Он посмотрел на Тигр. В воде поблескивали отражения огней. На дальнем берегу в подступавших к реке лачугах было темно. Вода поднималась, пенясь вокруг кирпичных опор моста.
Ш-ш-ш.
Прислушиваясь, Даниил начал вспоминать то, на поиски чего отправился, любовь к брату с его любовью к вещам. И отступил назад, словно теряя под собой опору, голова закружилась от воспоминаний. Он словно бы провалился в себя, представил себе, что оставил и утратил.
Дом с двумя дверями. Пчел во дворе. Невредимого Залмана. Живую Рахиль. Он закрыл глаза и услышал шум Тигра, бурлившего в ночи.
1820 года не было: Даниил вспомнил, что знал этот год по другой системе отсчета. 1820-й в мусульманском летоисчислении был 1198-м. Он вспоминал себя, девятилетнего, одного в синагоге. Считающего века с сотворения мира. Снаружи Залман звал его, выкрикивая название реки.
Сколько Даниил помнил, они носили названия рек.
Братьев прозвали наименованиями Двух Вен еще до того, как государство дало им фамилию, Бен Леви, еврейскую, записанную по-арабски в канцеляриях турецкого наместника. Слова эти были их частью, думал Даниил. Первым делом имена, потом — названия рек. Фамилия была последней и самой незначительной.
1820. 1198. Менялись даже названия годов. «Фрат, ты там? Фрат, ты где?» — мальчишеский голос у открытого окна.
Семья их была небольшой. Хагав и Лия Леви умерли от холеры через год после рождения Залмана. Даниил помнил родителей очень смутно. Его семьей стали Рахиль и Юдифь. Их было более чем достаточно.
Рахиль и прозвала их Евфратом и Тигром, хотя впоследствии не употребляла этих прозвищ. Манеру называть братьев так переняли выжившие Бен Леви, потом семьи, с которыми они некогда были связаны, давние свойственники. И наконец, рыбаки в доках, бедуины, пьющие, как козы, из уличного фонтана, турецкий страж порядка при полуденном обходе.

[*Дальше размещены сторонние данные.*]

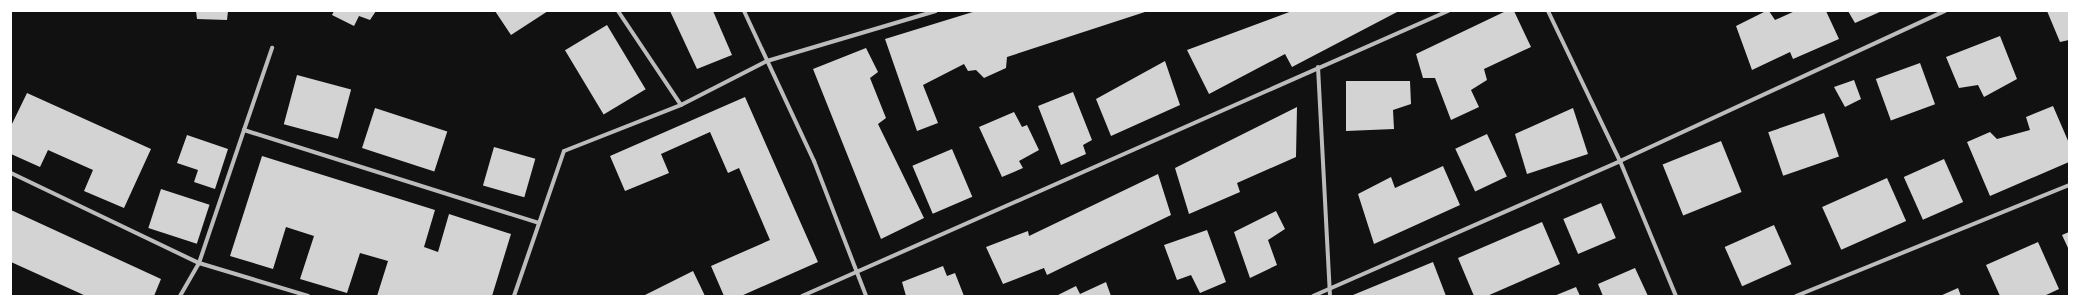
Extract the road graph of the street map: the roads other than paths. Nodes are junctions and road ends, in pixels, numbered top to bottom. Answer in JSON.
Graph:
{"nodes":[{"id":1,"x":618,"y":11,"type":"edge"},
{"id":2,"x":744,"y":11,"type":"edge"},
{"id":3,"x":936,"y":11,"type":"edge"},
{"id":4,"x":1448,"y":11,"type":"edge"},
{"id":5,"x":1548,"y":11,"type":"edge"},
{"id":6,"x":1945,"y":11,"type":"edge"},
{"id":7,"x":272,"y":48,"type":"dead end"},
{"id":8,"x":767,"y":62,"type":"junction"},
{"id":9,"x":1318,"y":67,"type":"junction"},
{"id":10,"x":681,"y":105,"type":"junction"},
{"id":11,"x":244,"y":130,"type":"junction"},
{"id":12,"x":1620,"y":161,"type":"junction"},
{"id":13,"x":11,"y":173,"type":"edge"},
{"id":14,"x":2069,"y":185,"type":"edge"},
{"id":15,"x":539,"y":223,"type":"junction"},
{"id":16,"x":199,"y":263,"type":"junction"},
{"id":17,"x":856,"y":272,"type":"junction"},
{"id":18,"x":1330,"y":288,"type":"junction"},
{"id":19,"x":180,"y":296,"type":"edge"},
{"id":20,"x":308,"y":296,"type":"edge"},
{"id":21,"x":514,"y":296,"type":"edge"},
{"id":22,"x":802,"y":296,"type":"edge"},
{"id":23,"x":866,"y":296,"type":"edge"},
{"id":24,"x":1313,"y":296,"type":"edge"},
{"id":25,"x":1330,"y":296,"type":"edge"},
{"id":26,"x":1676,"y":296,"type":"edge"},
{"id":27,"x":1796,"y":296,"type":"edge"}],
"edges":[{"from":1,"to":10,"type":"street"},
{"from":2,"to":8,"type":"street"},
{"from":3,"to":8,"type":"street"},
{"from":4,"to":9,"type":"street"},
{"from":5,"to":12,"type":"street"},
{"from":6,"to":12,"type":"street"},
{"from":7,"to":11,"type":"street"},
{"from":8,"to":10,"type":"street"},
{"from":8,"to":17,"type":"street"},
{"from":9,"to":17,"type":"street"},
{"from":9,"to":18,"type":"street"},
{"from":10,"to":15,"type":"street"},
{"from":11,"to":15,"type":"street"},
{"from":11,"to":16,"type":"street"},
{"from":12,"to":18,"type":"street"},
{"from":12,"to":26,"type":"street"},
{"from":13,"to":16,"type":"street"},
{"from":14,"to":27,"type":"street"},
{"from":15,"to":21,"type":"street"},
{"from":16,"to":19,"type":"street"},
{"from":16,"to":20,"type":"street"},
{"from":17,"to":22,"type":"street"},
{"from":17,"to":23,"type":"street"},
{"from":18,"to":24,"type":"street"},
{"from":18,"to":25,"type":"street"}]}
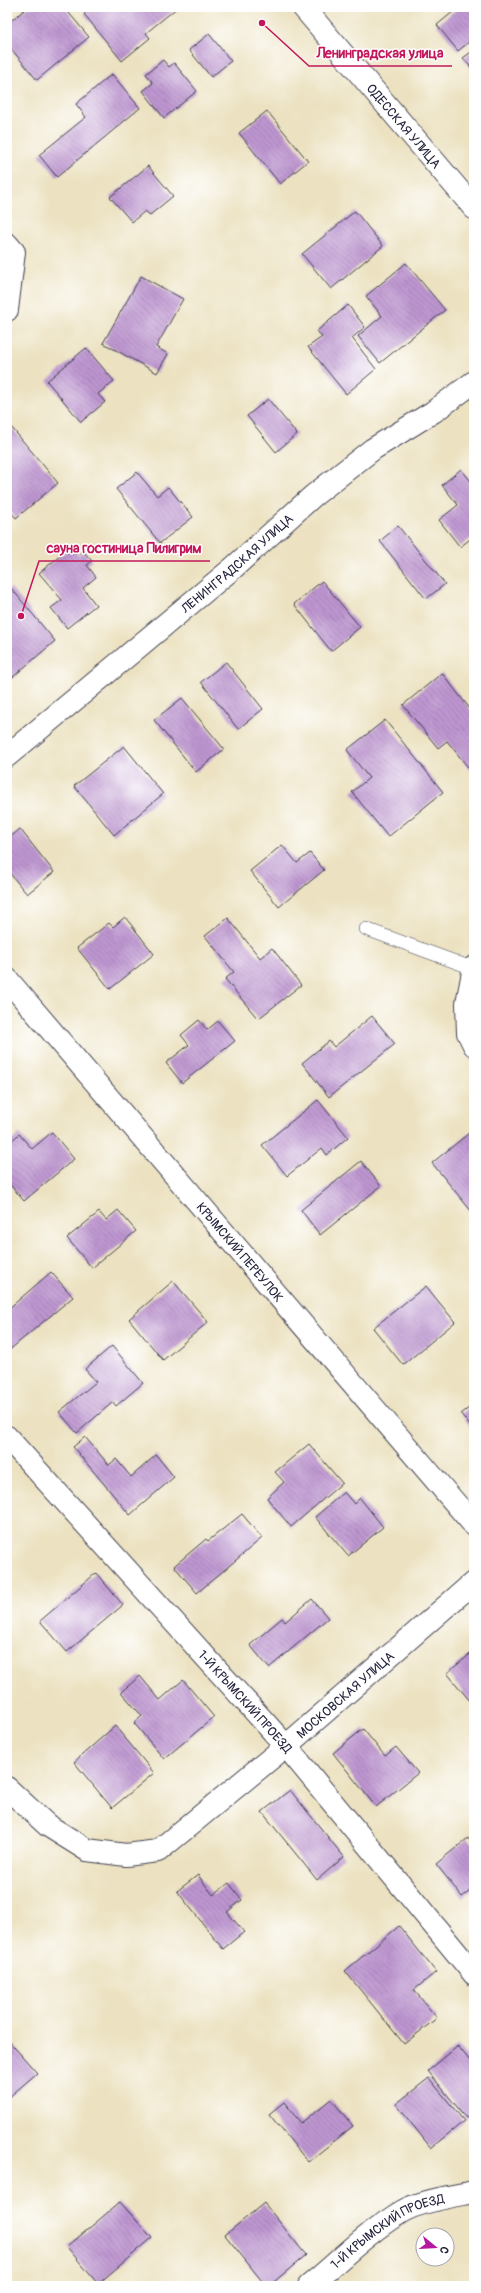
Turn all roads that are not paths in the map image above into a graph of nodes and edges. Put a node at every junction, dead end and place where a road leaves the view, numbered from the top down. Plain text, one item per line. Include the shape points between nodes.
1 (303, 7) edge
2 (474, 208) edge
3 (7, 244) edge
4 (7, 310) edge
5 (474, 382) edge
6 (7, 756) edge
7 (366, 929) dead end
8 (473, 968) edge
9 (7, 979) edge
10 (474, 1045) edge
11 (7, 1437) edge
12 (474, 1525) edge
13 (474, 1582) edge
14 (286, 1746) junction
15 (7, 1788) edge
16 (474, 1974) edge
17 (474, 2192) edge
18 (309, 2286) edge

1 - 2 street, ОДЕССКАЯ УЛИЦА
3 - 4 street via 14,252
5 - 6 street, ЛЕНИНГРАДСКАЯ УЛИЦА via 433,412 373,449 313,496 233,568
7 - 8 lane
8 - 10 street via 467,1003 468,1033
9 - 12 street, КРЫМСКИЙ ПЕРЕУЛОК
11 - 14 street, 1-Й КРЫМСКИЙ ПРОЕЗД
13 - 14 street, МОСКОВСКАЯ УЛИЦА
14 - 15 street, МОСКОВСКАЯ УЛИЦА via 158,1851 126,1855 87,1850 47,1825
14 - 16 street, 1-Й КРЫМСКИЙ ПРОЕЗД
17 - 18 street, 1-Й КРЫМСКИЙ ПРОЕЗД via 404,2210 368,2236

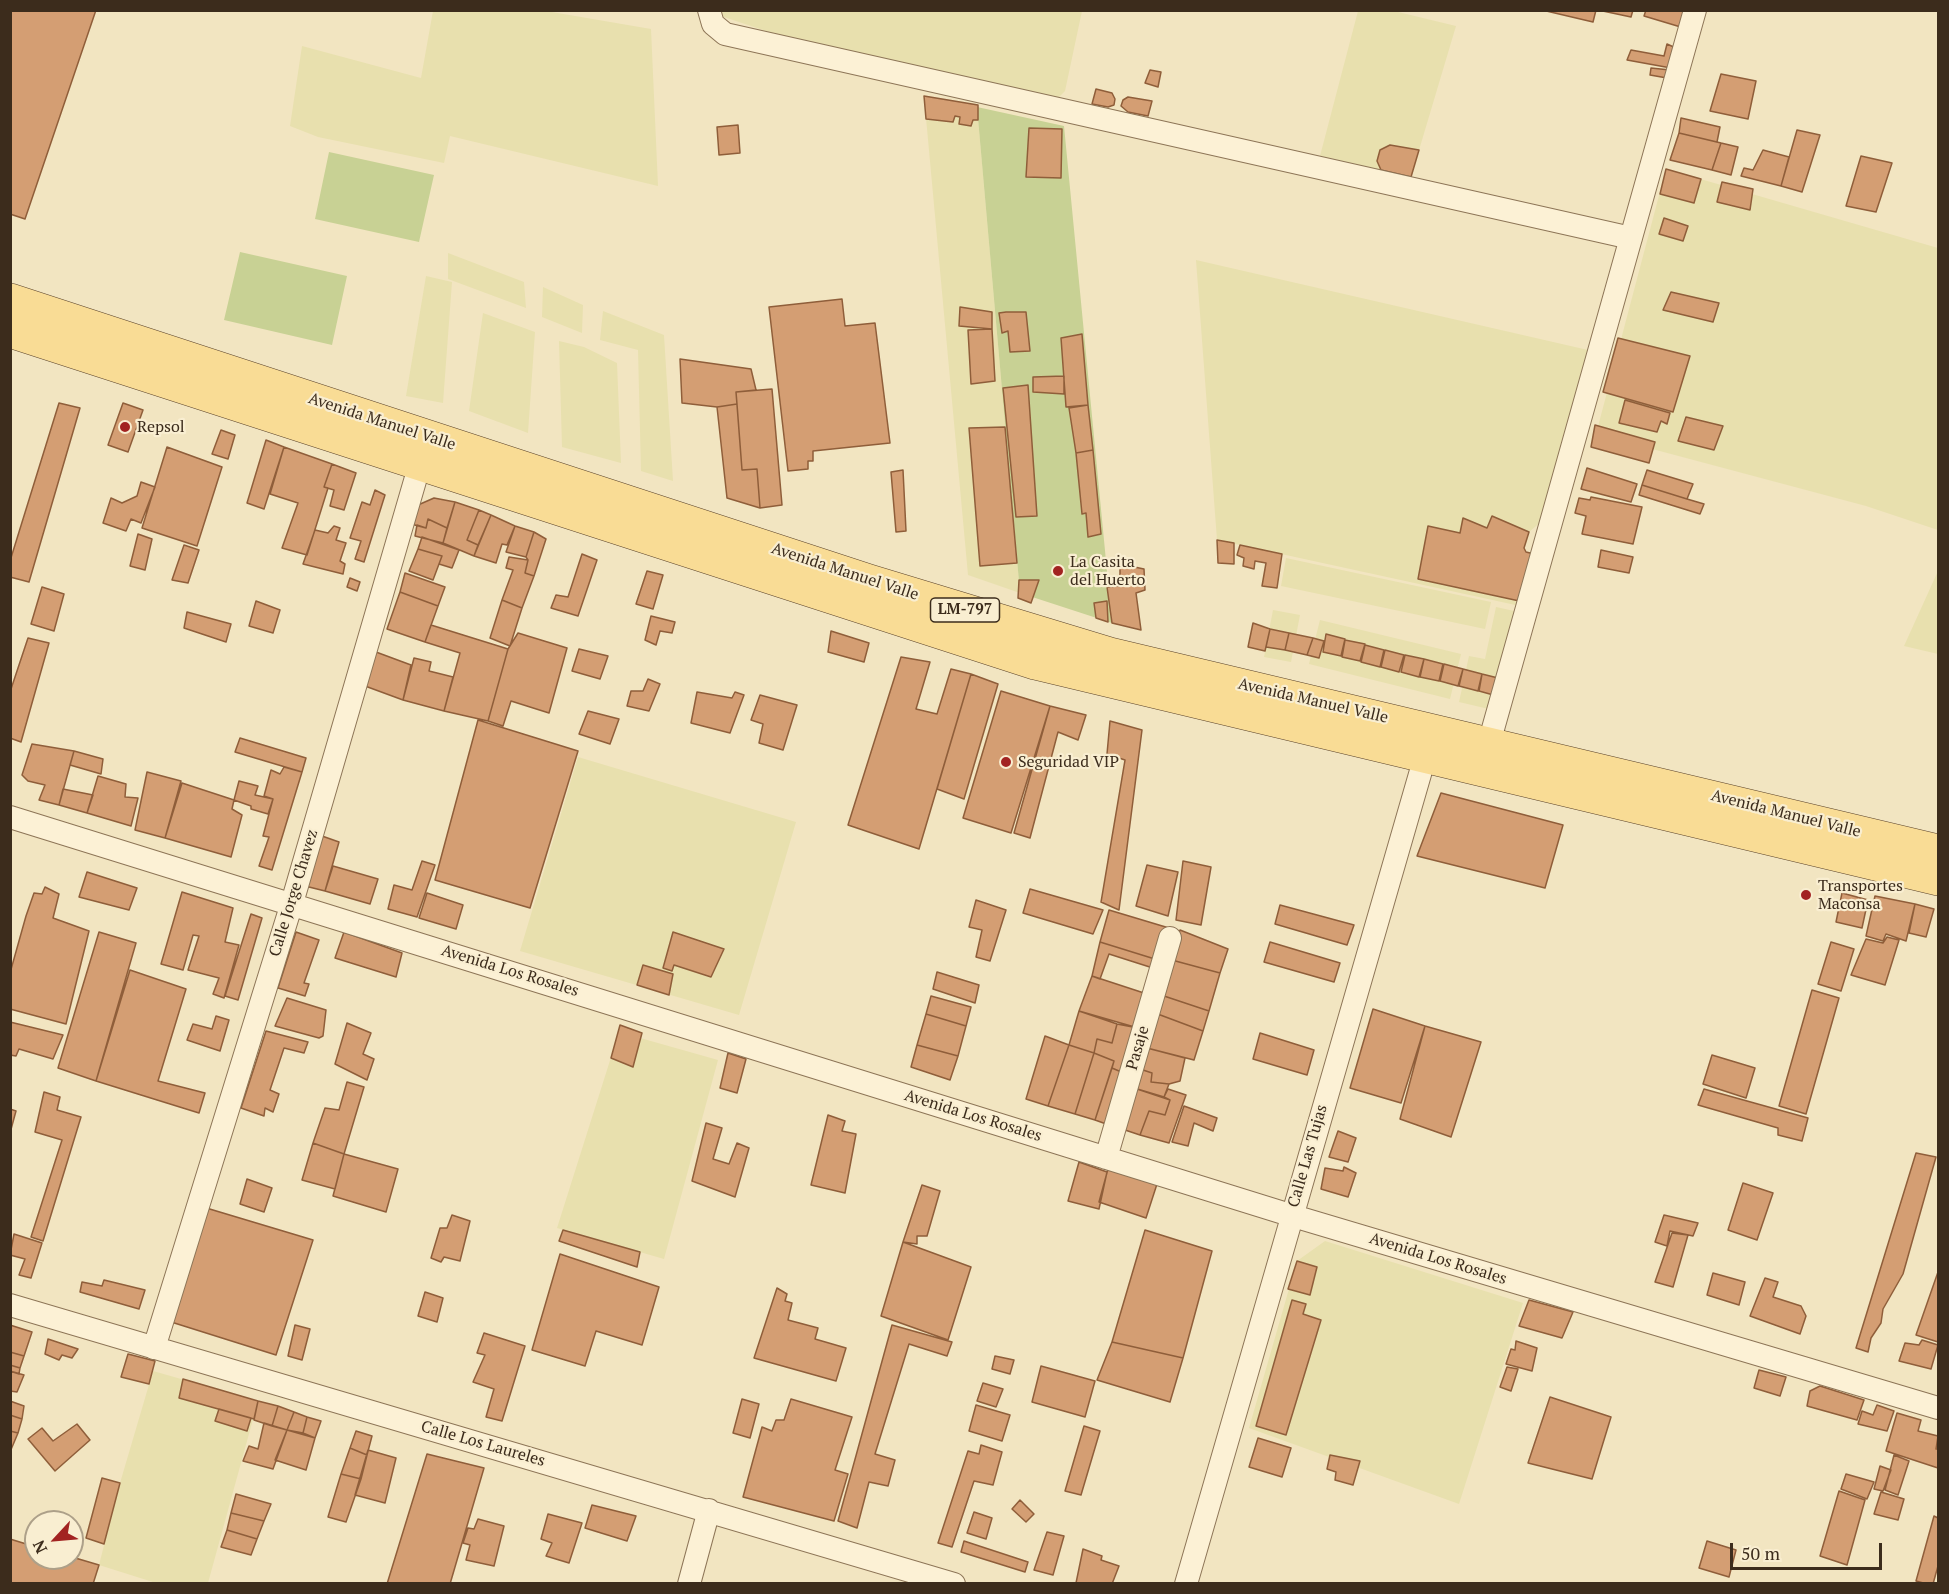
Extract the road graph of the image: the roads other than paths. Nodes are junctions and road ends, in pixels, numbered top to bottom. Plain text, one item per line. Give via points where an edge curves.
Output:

Залман был Тигром, Даниил — Евфратом, Фратом, как его звали. Это были хорошие прозвища. Братьям они нравились, потому что благодаря прозвищам они нравились окружающим. Залману было шесть лет, Даниилу — девять.
Прозвища были хорошими, потому что приносили удачу. Эти реки были еще одним объектом веры, а в старом Багдаде было полно всяких вер. Были сабейцы со своим обожествлением воды и звезд. Бабушка Юдифь со своими темными приметами еврейского каббализма. Юсуф — торговец медом, и Юсуф — городской нищий со своими бедуинскими суевериями. Когда братья были маленькими и еще ничего не понимали, сезоны разлива рек имели свои плюсы — тогда им приносили жертвы в виде лакомств, словно Тигр и Фрат обладали чародейными силами, способными спасти от гибели.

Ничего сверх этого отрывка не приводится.